Justiça
Publicado em 09/07/2024, às 20h01 Cadastrado por Lorena Abreu
Uma decisão do Superior Tribunal de Justiça (STJ) sobre abordagem policial causou impacto ao atestar que o nervosismo do suspeito ao avistar a polícia, por si só, não autoriza a revista. Ou seja, para o Tribunal, busca pessoal exige fundadas suspeitas da posse de corpo de delito e suspeita razoavelmente amparada em situação concreta e objetiva (ou seja, não meramente intuitiva).
Esse foi o entendimento da ministra Daniela Teixeira que anulou provas obtidas em uma busca pessoal e absolveu um homem acusado de tráfico de drogas.
Segundo o portal Consultor Jurídico, o homem que foi preso com 23,6 gramas de cocaína, foi abordado por policiais militares em patrulhamento. Segundo os agentes, o suspeito estava em um local já conhecido como ponto de tráfico e, ao avistar a viatura, se assustou e passou a caminhar de forma acelerada.
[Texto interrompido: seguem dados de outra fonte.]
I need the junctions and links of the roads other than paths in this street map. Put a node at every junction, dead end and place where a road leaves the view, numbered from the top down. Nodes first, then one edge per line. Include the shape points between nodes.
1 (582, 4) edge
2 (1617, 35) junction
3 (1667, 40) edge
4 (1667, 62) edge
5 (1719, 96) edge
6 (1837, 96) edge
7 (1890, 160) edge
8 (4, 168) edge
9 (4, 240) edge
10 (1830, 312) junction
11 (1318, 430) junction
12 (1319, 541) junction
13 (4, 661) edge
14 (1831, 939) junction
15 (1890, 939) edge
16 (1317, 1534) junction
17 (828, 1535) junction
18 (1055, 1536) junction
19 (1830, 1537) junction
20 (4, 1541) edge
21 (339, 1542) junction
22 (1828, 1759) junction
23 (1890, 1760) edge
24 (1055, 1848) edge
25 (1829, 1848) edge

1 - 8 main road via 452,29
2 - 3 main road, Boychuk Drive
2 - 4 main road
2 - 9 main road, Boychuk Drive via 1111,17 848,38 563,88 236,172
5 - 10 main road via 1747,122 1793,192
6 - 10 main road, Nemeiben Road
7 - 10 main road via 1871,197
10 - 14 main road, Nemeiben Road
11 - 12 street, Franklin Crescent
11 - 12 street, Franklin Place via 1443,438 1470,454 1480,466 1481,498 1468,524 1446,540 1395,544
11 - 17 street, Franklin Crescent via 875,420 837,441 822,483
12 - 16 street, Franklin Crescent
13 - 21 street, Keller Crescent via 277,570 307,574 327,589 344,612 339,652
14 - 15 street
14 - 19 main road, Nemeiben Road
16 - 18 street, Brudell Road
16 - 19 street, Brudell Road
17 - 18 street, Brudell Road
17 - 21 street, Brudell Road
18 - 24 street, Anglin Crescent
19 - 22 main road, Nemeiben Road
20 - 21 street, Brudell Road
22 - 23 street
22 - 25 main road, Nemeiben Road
A defesa alegou que a revista foi feita sem fundada suspeita ou justa causa e que não havia nada que pudesse levar a crer, de forma concreta, que o réu estava de fato portando drogas ou traficando naquele local.
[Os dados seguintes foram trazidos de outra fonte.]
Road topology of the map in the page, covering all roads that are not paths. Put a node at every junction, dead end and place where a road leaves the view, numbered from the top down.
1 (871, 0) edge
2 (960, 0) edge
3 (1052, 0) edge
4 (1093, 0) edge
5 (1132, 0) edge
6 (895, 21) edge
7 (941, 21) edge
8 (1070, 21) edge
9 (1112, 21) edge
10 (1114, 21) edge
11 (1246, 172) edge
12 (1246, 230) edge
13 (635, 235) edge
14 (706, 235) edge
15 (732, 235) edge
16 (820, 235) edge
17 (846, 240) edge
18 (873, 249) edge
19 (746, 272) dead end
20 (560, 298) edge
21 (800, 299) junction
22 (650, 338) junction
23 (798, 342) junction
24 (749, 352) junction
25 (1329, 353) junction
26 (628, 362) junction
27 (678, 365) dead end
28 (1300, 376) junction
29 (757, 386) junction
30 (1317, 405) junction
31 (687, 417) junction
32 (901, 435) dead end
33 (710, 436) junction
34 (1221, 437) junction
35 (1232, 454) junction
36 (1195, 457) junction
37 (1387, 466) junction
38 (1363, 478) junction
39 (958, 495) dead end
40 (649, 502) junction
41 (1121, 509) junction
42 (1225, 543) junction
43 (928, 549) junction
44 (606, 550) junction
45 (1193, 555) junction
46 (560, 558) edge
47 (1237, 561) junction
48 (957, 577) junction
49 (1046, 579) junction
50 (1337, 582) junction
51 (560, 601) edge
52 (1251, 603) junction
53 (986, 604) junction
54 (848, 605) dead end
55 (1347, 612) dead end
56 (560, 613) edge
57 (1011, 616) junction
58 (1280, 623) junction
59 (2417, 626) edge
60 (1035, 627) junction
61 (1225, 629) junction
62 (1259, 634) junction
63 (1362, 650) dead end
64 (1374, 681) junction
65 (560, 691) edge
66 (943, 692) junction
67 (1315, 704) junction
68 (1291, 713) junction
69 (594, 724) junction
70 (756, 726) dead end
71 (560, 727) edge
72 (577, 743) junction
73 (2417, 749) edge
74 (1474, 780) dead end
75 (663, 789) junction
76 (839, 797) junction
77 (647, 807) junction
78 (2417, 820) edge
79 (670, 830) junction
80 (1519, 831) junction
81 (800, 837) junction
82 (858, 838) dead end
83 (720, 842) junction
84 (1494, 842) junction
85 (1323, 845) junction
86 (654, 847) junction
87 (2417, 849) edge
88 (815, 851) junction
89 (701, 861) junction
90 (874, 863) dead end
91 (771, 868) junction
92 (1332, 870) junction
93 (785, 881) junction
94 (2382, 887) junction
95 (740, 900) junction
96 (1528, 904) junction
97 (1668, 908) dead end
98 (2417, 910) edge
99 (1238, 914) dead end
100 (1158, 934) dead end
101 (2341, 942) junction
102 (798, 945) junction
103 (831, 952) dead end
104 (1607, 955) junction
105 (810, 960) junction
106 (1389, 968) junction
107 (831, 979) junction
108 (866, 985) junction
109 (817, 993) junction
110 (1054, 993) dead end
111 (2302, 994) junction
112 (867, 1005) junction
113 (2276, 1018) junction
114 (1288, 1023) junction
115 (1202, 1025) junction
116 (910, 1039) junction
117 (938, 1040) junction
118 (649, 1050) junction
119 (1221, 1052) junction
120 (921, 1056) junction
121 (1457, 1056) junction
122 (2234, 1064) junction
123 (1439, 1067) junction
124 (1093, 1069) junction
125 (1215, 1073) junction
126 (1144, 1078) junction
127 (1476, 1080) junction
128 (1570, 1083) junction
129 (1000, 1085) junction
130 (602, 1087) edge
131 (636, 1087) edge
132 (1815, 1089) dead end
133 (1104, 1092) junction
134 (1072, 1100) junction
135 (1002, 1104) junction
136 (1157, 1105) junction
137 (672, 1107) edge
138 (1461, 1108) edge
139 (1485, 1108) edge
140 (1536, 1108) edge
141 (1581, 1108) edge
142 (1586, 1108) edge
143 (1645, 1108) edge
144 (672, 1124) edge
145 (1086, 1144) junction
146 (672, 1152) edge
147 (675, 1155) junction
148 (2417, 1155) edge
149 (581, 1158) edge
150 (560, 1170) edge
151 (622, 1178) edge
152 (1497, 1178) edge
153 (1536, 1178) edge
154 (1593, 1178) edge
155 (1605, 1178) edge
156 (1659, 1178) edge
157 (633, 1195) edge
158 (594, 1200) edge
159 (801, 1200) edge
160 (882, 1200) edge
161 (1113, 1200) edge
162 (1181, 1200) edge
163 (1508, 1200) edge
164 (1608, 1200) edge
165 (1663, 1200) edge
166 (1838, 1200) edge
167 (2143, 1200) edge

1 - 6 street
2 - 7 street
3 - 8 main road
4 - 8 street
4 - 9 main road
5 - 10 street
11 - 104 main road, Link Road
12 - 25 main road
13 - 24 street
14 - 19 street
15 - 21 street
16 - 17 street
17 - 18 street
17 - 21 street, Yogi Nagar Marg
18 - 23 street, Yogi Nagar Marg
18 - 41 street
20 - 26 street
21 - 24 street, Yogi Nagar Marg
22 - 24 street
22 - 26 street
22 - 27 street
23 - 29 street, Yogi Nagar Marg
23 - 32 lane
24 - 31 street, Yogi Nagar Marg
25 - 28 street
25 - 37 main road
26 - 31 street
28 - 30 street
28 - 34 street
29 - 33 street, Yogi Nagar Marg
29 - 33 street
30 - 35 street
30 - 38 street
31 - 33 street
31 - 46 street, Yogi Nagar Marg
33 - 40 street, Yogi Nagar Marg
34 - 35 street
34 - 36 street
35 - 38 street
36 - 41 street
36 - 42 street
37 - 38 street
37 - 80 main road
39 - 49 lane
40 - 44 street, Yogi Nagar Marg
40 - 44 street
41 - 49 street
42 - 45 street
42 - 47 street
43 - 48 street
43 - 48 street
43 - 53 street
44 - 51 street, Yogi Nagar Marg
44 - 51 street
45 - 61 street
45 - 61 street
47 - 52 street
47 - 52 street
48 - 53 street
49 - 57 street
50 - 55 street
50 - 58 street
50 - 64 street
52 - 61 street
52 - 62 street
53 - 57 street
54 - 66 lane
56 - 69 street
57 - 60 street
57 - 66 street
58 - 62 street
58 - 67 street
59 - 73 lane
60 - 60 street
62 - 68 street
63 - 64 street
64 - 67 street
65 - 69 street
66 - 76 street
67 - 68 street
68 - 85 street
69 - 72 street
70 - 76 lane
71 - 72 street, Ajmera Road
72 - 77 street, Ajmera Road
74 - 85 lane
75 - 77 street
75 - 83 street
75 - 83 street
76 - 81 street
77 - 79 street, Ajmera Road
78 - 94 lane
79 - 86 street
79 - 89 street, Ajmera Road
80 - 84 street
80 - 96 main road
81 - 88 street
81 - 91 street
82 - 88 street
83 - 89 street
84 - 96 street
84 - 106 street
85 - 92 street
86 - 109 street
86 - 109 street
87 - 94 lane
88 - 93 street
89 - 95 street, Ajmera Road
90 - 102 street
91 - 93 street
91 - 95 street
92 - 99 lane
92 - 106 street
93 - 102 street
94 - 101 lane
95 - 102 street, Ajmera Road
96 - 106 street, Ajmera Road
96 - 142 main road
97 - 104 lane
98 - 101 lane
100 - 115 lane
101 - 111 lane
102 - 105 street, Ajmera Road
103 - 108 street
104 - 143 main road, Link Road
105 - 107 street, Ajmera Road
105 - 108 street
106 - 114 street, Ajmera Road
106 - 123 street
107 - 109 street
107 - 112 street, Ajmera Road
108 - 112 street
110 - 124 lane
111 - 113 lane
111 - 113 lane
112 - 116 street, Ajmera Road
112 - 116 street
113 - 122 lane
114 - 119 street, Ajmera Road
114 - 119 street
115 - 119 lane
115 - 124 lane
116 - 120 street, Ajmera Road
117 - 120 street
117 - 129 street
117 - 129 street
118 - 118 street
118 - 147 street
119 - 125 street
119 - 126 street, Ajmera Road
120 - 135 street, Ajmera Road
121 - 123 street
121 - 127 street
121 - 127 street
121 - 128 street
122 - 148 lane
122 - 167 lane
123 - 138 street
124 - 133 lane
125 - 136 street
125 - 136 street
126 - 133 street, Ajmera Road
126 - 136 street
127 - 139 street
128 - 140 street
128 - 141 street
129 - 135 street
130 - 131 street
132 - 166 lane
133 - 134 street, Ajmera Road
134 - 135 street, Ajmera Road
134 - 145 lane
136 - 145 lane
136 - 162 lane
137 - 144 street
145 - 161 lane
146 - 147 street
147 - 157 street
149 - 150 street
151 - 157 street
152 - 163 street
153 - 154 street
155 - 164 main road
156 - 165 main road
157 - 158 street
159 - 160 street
Teixeira concordou: “Não restou demonstrado o elemento ‘fundadas suspeitas’ apto a justificar e autorizar a busca pessoal”. Ela citou diversos precedentes recentes do STJ que garantiram anulação de provas em abordagens similares.
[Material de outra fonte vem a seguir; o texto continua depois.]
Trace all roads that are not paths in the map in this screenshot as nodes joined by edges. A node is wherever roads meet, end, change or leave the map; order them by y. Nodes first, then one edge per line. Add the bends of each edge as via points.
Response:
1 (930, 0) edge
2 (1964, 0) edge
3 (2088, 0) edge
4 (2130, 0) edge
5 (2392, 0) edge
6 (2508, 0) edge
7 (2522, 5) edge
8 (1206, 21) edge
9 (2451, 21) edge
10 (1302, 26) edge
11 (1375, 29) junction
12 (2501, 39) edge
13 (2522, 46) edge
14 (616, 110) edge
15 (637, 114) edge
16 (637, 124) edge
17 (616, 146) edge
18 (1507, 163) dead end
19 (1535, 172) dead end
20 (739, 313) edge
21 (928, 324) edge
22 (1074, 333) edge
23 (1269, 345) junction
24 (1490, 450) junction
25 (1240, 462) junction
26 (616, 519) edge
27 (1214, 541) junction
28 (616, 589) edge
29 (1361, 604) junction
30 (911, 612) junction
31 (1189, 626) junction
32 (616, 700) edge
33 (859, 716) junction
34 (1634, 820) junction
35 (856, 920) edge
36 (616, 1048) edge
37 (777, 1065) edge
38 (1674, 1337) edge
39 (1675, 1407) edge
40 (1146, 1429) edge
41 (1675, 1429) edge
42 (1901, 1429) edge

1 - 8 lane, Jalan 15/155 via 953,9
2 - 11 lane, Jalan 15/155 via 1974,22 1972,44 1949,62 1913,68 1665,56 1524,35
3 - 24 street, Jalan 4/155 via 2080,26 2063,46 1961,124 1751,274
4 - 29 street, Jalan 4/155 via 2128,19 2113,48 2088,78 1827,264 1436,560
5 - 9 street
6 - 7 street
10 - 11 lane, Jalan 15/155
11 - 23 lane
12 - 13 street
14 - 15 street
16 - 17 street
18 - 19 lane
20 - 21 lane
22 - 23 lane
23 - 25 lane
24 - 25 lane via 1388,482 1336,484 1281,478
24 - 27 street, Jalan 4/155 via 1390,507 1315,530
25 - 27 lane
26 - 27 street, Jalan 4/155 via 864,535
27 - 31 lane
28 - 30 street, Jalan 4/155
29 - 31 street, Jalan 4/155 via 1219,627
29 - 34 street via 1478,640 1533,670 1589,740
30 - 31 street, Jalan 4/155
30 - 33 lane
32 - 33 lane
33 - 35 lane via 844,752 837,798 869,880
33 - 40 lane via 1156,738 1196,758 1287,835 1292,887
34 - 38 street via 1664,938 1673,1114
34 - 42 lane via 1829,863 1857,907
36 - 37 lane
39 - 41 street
Em sua decisão, porém, a ministra também ponderou outras situações nas quais o STJ reconheceu a existência de fundada suspeita e validou buscas pessoais. A 5ª Turma já teve esse entendimento, por exemplo, no caso de pessoa em atitude suspeita e portando tornozeleira eletrônica. A mesma turma considerou legítima uma revista feita em um suspeito que estava em uma rua pouco iluminada, com uma sacola de papel nas mãos e constantemente olhando para os lados.